Out on the edge of Cape Hope, the Breakers’ Strand beckons. It is a dangerous lure, a vast and beautiful stretch of shimmering sands and tufted sea grass, marred by the ruined hulks of dead ships. Though its sands are coveted by Cymearnian glassmakers, it is a desolate place: vessels’ ribs emerge from the Strand’s shoals and sandbars like skeletal fingers, waves frothing happily around the remains of their victims. The Breakers’ Strand claims many lives every year, and sailors sing of its reach. Scared, they compose poetry, odes offered to the Strand in the fervent hope that it will accept their words… rather than clutching and dragging their hulls to their doom.
The Breakers’ Strand runs at least forty miles, but its outer windswept edge reaches even further into the sea. The currents deposit many gifts upon its beaches, and the heavy waves sometimes break through the Strand’s boundary into the brackish bogs and fens of Cape Hope on the Strand’s inland side. Here and there, amongst the Strand’s small occasional inlets, those bogs and fens form estuaries and salt marshes. Locals live in isolated villages, fishing communities sheltered by the Strand, and they sail out from the lees on either side of Cape Hope. None sail the waters along the Strand itself, unless they absolutely must.
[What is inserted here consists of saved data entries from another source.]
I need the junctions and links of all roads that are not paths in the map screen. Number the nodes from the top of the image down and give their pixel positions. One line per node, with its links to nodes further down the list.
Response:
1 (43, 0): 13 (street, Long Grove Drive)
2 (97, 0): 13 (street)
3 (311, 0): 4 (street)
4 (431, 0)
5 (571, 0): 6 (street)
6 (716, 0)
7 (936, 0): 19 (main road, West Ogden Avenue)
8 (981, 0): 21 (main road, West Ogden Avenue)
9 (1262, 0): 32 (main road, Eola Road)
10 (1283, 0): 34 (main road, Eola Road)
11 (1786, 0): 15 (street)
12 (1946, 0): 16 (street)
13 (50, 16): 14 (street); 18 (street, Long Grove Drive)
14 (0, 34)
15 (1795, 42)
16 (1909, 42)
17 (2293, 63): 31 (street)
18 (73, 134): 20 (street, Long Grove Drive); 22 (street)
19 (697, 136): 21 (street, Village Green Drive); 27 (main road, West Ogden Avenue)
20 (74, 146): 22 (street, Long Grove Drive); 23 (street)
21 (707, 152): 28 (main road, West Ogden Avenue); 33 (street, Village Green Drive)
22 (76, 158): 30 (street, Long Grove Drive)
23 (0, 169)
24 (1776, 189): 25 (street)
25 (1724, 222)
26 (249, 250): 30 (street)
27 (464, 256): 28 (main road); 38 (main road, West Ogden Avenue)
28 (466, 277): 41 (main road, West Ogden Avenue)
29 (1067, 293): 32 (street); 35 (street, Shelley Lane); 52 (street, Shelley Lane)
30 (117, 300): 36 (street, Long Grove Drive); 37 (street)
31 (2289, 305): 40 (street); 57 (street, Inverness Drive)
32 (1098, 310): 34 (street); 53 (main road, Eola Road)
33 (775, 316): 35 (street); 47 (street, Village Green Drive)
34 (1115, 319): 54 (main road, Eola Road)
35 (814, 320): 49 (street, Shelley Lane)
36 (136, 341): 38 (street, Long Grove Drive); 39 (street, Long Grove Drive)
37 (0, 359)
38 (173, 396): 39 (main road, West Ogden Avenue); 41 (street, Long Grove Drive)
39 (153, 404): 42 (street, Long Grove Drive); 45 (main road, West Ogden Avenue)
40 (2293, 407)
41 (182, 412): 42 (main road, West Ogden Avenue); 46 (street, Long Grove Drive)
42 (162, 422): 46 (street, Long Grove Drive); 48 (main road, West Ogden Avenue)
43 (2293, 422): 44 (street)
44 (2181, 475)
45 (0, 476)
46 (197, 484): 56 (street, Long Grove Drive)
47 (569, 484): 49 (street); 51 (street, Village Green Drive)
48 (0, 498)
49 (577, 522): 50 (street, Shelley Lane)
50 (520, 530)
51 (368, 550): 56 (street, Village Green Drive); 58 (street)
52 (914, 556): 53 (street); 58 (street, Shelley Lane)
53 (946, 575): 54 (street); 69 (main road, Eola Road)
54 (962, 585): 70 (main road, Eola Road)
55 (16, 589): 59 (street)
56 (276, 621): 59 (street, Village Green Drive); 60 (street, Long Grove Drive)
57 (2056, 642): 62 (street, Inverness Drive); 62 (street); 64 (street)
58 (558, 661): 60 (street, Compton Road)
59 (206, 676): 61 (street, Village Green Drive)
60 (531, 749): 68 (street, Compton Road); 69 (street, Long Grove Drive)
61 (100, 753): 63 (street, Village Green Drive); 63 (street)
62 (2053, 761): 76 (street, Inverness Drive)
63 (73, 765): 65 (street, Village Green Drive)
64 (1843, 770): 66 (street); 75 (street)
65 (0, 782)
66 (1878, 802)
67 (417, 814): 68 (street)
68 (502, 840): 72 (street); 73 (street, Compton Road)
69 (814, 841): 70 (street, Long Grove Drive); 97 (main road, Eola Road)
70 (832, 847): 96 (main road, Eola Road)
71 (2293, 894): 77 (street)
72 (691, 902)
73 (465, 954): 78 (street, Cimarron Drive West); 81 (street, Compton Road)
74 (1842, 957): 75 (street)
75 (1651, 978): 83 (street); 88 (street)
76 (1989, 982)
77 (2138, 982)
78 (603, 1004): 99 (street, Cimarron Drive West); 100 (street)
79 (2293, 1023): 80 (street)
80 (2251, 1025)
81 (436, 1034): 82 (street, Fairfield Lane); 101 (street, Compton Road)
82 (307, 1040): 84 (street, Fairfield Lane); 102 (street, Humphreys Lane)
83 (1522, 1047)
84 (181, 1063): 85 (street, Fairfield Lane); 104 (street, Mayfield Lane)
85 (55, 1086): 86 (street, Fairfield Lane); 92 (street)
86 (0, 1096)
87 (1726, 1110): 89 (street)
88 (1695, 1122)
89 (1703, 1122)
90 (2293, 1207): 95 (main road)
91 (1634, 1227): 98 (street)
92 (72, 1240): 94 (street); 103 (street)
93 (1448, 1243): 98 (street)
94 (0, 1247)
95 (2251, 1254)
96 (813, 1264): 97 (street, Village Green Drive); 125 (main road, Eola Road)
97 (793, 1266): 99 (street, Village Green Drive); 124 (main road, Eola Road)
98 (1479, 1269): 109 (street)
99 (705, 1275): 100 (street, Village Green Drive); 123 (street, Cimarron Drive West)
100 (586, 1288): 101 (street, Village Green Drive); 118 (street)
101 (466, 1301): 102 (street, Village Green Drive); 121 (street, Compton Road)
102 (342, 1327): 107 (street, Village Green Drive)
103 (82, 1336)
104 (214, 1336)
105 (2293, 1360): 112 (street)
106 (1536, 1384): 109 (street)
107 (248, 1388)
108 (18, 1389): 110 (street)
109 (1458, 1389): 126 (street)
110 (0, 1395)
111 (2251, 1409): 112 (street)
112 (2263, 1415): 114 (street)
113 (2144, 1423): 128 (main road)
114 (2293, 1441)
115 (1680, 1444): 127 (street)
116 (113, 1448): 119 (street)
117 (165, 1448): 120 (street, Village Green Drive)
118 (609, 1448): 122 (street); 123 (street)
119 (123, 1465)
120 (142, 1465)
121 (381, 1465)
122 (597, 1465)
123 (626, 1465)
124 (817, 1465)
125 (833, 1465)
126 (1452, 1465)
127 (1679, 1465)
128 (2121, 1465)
Cape Hope straddles the only sea route between the ancient and storied vastness of Cymearn and the burgeoning wealth of the Guild-Cities. All shipping which would travel between them—as indeed most would—must tempt fate and ride the strong winds and powerful currents of Cape Hope to pass the Breakers’ Strand. The only other routes around all put so far out to sea that most journeys run afoul of flukey winds, requiring more stores and fresh water than it’s worth.
Of course, those reliable winds that scour the Breakers’ Strand make it all the more dangerous. Worse, they never seem to clear the frequent fogs which rise from Cape Hope’s marshes. Ships may believe they’ve given the Strand its proper sea room only to be driven onto its shifting sandbars, or pulled into the low fog-shrouded shoreline by the sea’s currents. If such ships are fortunate enough to come ashore in fine weather, they may manage to escape before their ship is bludgeoned to pieces. But few are so lucky: most that run aground on the Strand are broken in rushing seas, beaten apart, their sailors rendered unconscious by vast waves casting them violently, again and again, against the sand of the Strand’s shallows.
Ships’ corpses are not left unattended, of course. Salvage work is common amongst the locals of Cape Hope. Many local homes are built from ships’ timbers-turned-driftwood, and beachcombers wander the Strand after any storm to pick over whatever wrecks they might find. Most finds are small things, useful but picayune, but every so often a salvager may strike it rich: a ship’s pay-chest, or rare luxuries which survived the salty sea. More often, beachcombers are paid by shipping concerns for the slow trickle of their reports or findings—whether that means confirming the loss of a missing ship, or recovering some fraction of the ship’s lost cargo. There are even those merciful (or guilt-ridden) locals who risk their lives to rescue sailors when they may, forging out into the lethal surf to retrieve those blown ashore in terrible storms. The less adventurous or driven are sometimes employed to maintain the lights built by the Guild-Cities on either end of the Strand. Useful though they may be, those lighthouses remain insufficient to their task.
Of course, those lighthouses aren’t the only lights seen at night along the Strand. In fog, or on cloudy or stormy nights, less scrupulous beachcombers turn shipwrecker, carrying lanterns along the dunes to coax passing vessels to their doom. These scavengers would speed along their work, bringing unsuspecting ships into peril at places of their choosing. None of the small fishing villages that pepper the Cape’s coast and rise from its fens boast of these practices, but they are known.
Harder to explain are the lights seen even with no shipwrecker present, emerging from the bogs or riding across the Strand. Local lore warns that one should always flee those lights, whether they are ghost ships or simple lonely spirits. This advice is doubly true for any who’ve pulled a ship ashore to pick apart its carcass. The ire of the dead is not known for fine distinctions or discretion, and enough have died upon the Strand or in its waters to muster centuries of ghosts. For every sailor rescued from being beaten to death by the sea itself, many more are never saved. They instead have added their bones to the beautiful beaches, their last passage unknown.